▶ Prompt
Restate each record exactly as it was written.

(Records excerpted from a collection)
# # #

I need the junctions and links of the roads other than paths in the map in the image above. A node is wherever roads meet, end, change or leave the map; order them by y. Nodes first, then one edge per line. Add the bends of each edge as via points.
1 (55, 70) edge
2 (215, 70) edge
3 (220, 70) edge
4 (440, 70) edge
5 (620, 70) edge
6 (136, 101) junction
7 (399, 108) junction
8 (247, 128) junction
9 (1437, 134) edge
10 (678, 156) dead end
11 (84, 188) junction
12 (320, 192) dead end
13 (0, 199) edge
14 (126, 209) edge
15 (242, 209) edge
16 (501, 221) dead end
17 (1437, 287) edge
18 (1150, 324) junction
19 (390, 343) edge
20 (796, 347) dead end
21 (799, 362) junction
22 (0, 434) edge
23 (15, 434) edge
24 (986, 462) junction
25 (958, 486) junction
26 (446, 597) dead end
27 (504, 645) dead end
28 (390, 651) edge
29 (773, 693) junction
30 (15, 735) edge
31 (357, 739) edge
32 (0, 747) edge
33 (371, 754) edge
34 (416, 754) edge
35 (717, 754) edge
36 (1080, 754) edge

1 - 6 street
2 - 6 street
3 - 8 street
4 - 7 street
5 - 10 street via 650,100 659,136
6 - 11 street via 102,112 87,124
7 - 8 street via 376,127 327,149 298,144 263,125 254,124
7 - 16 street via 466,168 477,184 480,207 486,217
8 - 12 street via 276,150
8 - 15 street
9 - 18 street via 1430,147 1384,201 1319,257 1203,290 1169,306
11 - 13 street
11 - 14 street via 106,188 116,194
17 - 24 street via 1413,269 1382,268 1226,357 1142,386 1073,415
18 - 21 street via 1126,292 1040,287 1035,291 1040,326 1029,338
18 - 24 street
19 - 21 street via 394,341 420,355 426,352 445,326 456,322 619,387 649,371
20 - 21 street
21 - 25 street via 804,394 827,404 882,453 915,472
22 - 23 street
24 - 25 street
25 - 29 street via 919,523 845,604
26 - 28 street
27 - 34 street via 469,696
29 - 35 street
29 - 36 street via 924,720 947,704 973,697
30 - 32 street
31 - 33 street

# # #

▶ Response to the exercise
I need the junctions and links of the roads other than paths in the map in the image above. A node is wherever roads meet, end, change or leave the map; order them by y. Nodes first, then one edge per line. Add the bends of each edge as via points.
1 (55, 70) edge
2 (215, 70) edge
3 (220, 70) edge
4 (440, 70) edge
5 (620, 70) edge
6 (136, 101) junction
7 (399, 108) junction
8 (247, 128) junction
9 (1437, 134) edge
10 (678, 156) dead end
11 (84, 188) junction
12 (320, 192) dead end
13 (0, 199) edge
14 (126, 209) edge
15 (242, 209) edge
16 (501, 221) dead end
17 (1437, 287) edge
18 (1150, 324) junction
19 (390, 343) edge
20 (796, 347) dead end
21 (799, 362) junction
22 (0, 434) edge
23 (15, 434) edge
24 (986, 462) junction
25 (958, 486) junction
26 (446, 597) dead end
27 (504, 645) dead end
28 (390, 651) edge
29 (773, 693) junction
30 (15, 735) edge
31 (357, 739) edge
32 (0, 747) edge
33 (371, 754) edge
34 (416, 754) edge
35 (717, 754) edge
36 (1080, 754) edge

1 - 6 street
2 - 6 street
3 - 8 street
4 - 7 street
5 - 10 street via 650,100 659,136
6 - 11 street via 102,112 87,124
7 - 8 street via 376,127 327,149 298,144 263,125 254,124
7 - 16 street via 466,168 477,184 480,207 486,217
8 - 12 street via 276,150
8 - 15 street
9 - 18 street via 1430,147 1384,201 1319,257 1203,290 1169,306
11 - 13 street
11 - 14 street via 106,188 116,194
17 - 24 street via 1413,269 1382,268 1226,357 1142,386 1073,415
18 - 21 street via 1126,292 1040,287 1035,291 1040,326 1029,338
18 - 24 street
19 - 21 street via 394,341 420,355 426,352 445,326 456,322 619,387 649,371
20 - 21 street
21 - 25 street via 804,394 827,404 882,453 915,472
22 - 23 street
24 - 25 street
25 - 29 street via 919,523 845,604
26 - 28 street
27 - 34 street via 469,696
29 - 35 street
29 - 36 street via 924,720 947,704 973,697
30 - 32 street
31 - 33 street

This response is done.